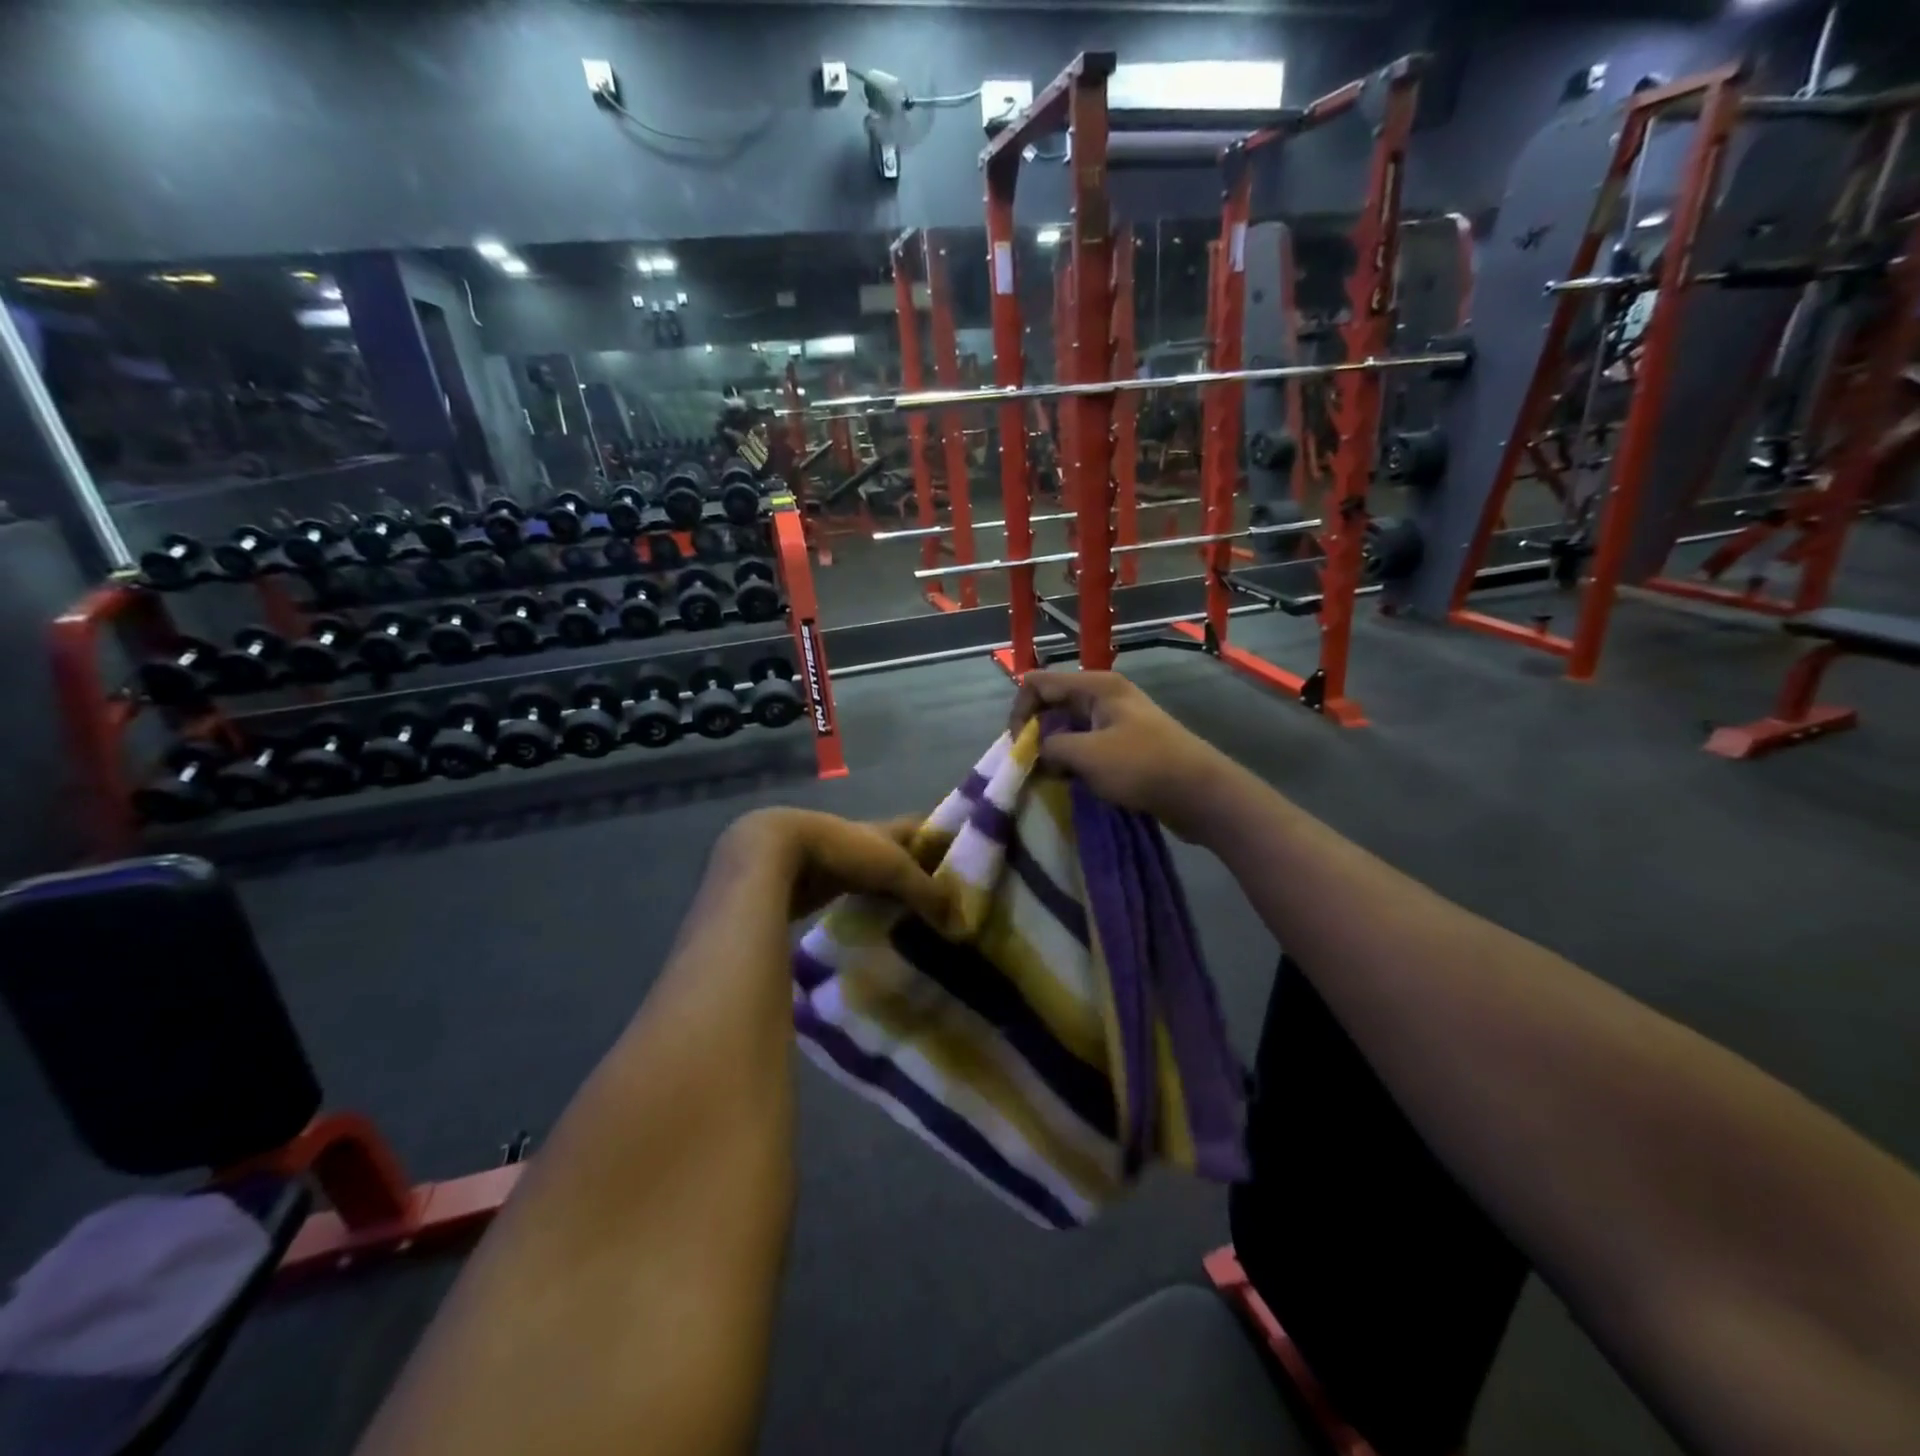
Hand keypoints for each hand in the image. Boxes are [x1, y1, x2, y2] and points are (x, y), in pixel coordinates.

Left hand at [716, 809, 949, 923]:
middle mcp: (861, 840)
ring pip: (871, 876)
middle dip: (917, 870)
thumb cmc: (841, 851)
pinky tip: (875, 925)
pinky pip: (849, 896)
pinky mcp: (815, 885)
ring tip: (914, 916)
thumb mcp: (892, 868)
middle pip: (896, 853)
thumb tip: (961, 923)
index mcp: (883, 829)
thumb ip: (926, 892)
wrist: (775, 856)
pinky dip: (864, 908)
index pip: (921, 827)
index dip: (942, 839)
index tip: (965, 858)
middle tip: (943, 897)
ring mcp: (836, 862)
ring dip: (888, 892)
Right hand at [1011, 670, 1239, 840]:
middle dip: (1035, 731)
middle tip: (1030, 764)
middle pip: (1052, 702)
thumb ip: (1051, 748)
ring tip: (1048, 775)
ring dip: (1053, 749)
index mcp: (1096, 686)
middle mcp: (1104, 695)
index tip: (1020, 747)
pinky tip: (1070, 780)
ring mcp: (1116, 720)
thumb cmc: (1142, 766)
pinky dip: (1072, 759)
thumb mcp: (1087, 755)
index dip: (1021, 712)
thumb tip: (1038, 753)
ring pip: (1068, 726)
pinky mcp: (1124, 744)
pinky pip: (1085, 744)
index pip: (1037, 683)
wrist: (1200, 793)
......
• _How to complete this task_: Using the entries, return every line where the word "thumb" can be found.

• _Exercise solution_:
thumb cmc: (841, 851)
thumb mcp: (892, 868)
thumb tip: (961, 923)
thumb ip: (926, 892)
thumb ip: (1051, 748)
thumb cmc: (1142, 766)
thumb mcp: (1087, 755)
thumb tip: (1038, 753)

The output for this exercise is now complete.